The group’s former top lawyer Andrea Görres, who was questioned as a witness in trial, disputed that account, telling the court that her small team of 12 people lacked the resources for comprehensive checks.
She claimed that Wirecard’s management board stonewalled internal investigations, failing to hand over relevant data in time and decreeing that she personally should run a key audit in Singapore, which she did not have time to do. She repeatedly asked for more staff but management disregarded these requests.
Presiding judge Markus Födisch read out testimony Görres had given to criminal prosecutors shortly after Wirecard collapsed, including that Braun in a private meeting told her he did not want a compliance team because it was “unnecessary and crap”.
Görres confirmed the substance of her testimony but added that she could no longer recall Braun’s precise words. “But that was his general attitude [with regard to compliance].”
She said that then-chief financial officer Burkhard Ley shared that view. “He told me that one and a half employees were sufficient for compliance,” Görres said. As a consequence, the compliance team could provide only “rudimentary” services, she added.
Görres claimed that top managers, including Braun, frequently disregarded legal advice. On one occasion, Braun said: “Every DAX CEO once in a while has one foot in jail,” Görres told the court. Asked if she thought Braun was joking or serious, she told the judge: “I did not find it funny.” On several occasions Braun decreed that certain sensitive information must not be shared with the supervisory board, she said.
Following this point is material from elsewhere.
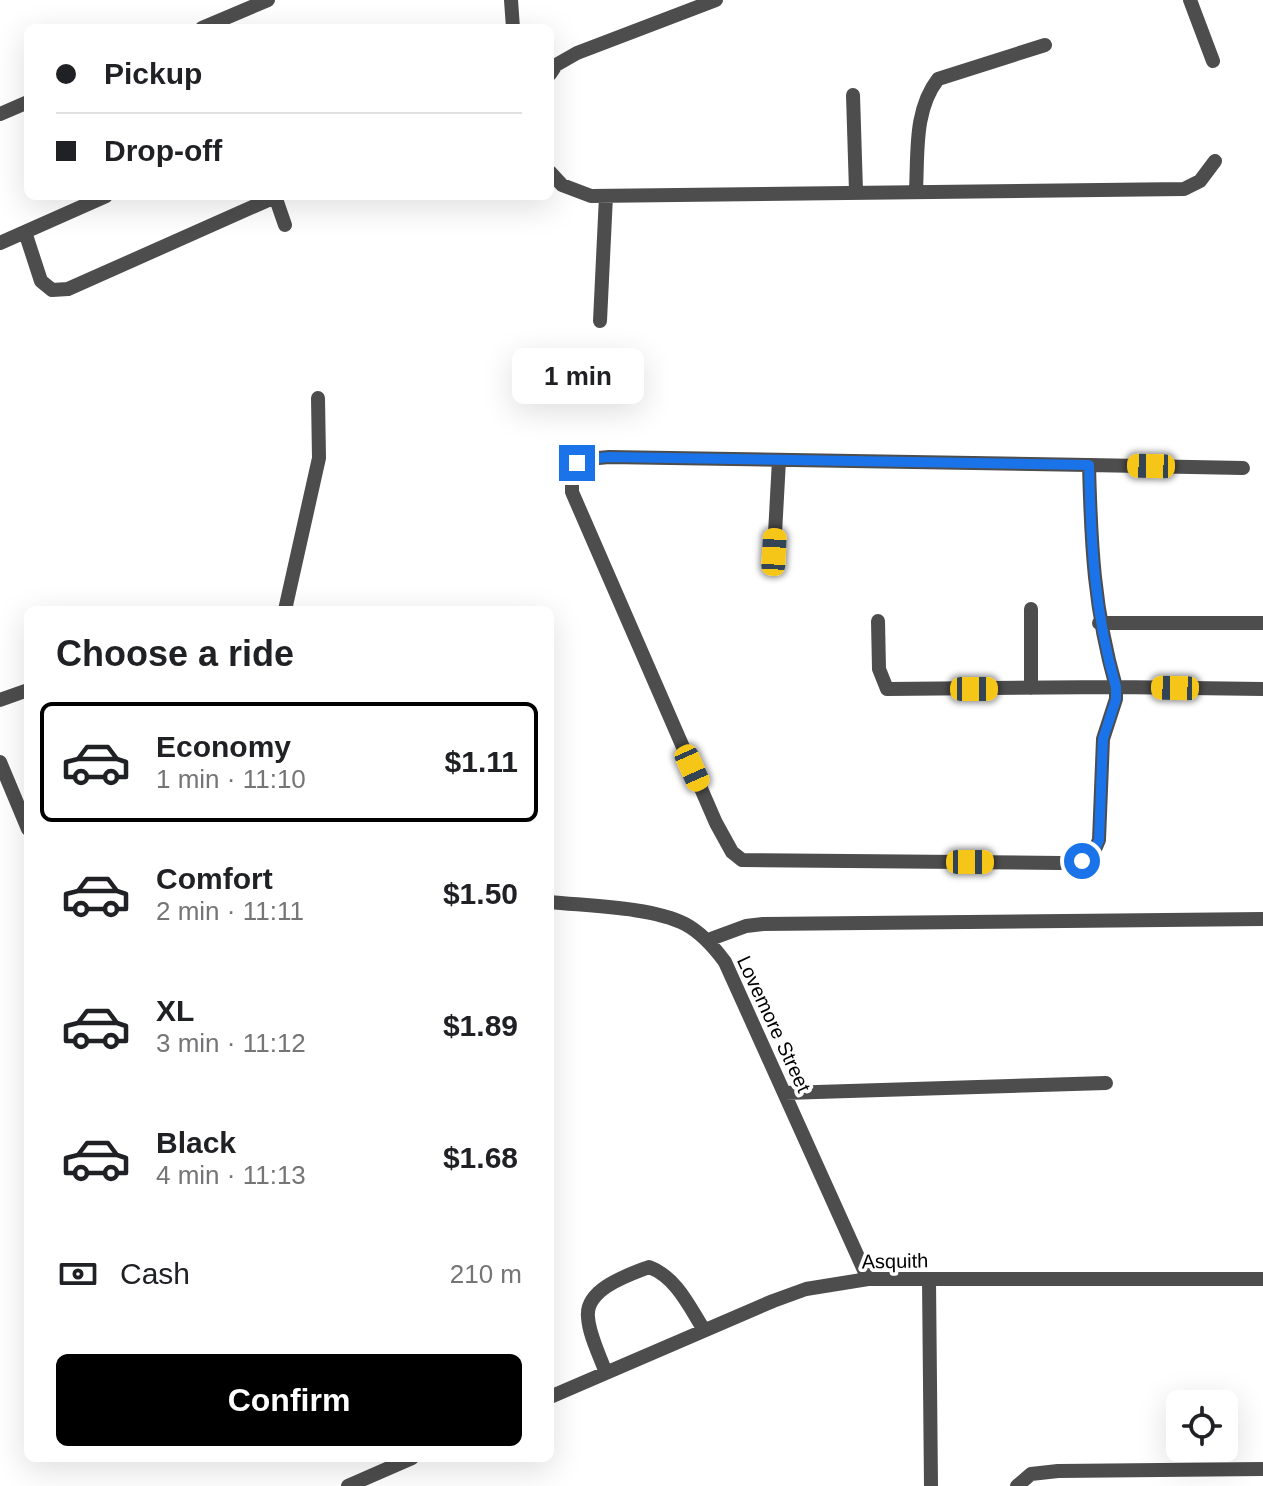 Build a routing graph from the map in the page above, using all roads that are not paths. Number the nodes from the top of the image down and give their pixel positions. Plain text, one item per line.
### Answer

Görres told the court that, in 2019, managers noticed there was no documentation of the 2012 and 2017 elections of members of the supervisory board at subsidiary Wirecard Bank, and there were doubts about whether the legally required vote had taken place at all. The company retrospectively created those minutes and had them signed by the relevant individuals.
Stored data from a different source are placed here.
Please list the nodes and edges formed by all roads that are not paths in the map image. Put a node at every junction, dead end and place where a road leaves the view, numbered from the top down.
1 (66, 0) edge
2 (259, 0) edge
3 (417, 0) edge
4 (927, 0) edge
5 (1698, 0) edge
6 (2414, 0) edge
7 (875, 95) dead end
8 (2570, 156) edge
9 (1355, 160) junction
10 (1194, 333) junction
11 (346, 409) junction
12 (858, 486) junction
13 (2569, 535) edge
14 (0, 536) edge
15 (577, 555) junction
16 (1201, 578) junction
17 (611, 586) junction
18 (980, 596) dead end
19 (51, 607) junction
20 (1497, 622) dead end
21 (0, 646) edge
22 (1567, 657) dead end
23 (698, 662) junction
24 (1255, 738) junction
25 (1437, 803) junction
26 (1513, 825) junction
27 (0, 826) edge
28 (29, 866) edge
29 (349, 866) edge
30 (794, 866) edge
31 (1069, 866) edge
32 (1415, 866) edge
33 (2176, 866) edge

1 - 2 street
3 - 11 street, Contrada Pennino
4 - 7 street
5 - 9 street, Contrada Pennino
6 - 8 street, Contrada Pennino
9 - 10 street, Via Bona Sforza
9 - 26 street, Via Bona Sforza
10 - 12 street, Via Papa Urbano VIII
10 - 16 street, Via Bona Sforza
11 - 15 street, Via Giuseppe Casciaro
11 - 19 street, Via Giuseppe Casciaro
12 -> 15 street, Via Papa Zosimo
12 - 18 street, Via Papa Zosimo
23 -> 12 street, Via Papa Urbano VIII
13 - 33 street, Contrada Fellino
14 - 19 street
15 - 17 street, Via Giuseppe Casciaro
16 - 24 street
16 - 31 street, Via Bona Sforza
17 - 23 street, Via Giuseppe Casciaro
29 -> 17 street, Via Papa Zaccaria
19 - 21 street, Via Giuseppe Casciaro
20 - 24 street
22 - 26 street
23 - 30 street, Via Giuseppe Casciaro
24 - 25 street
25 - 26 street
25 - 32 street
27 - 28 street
She told the judge that the legal department concluded that this conduct was not criminal, which was questioned by Födisch. “I personally would have never signed a backdated contract,” she said, adding she warned executives, including then head of accounting Stephan von Erffa, that in certain situations this could be fraud.
The court case on Germany’s biggest recent corporate scandal started in December and is expected to run at least until mid-2024.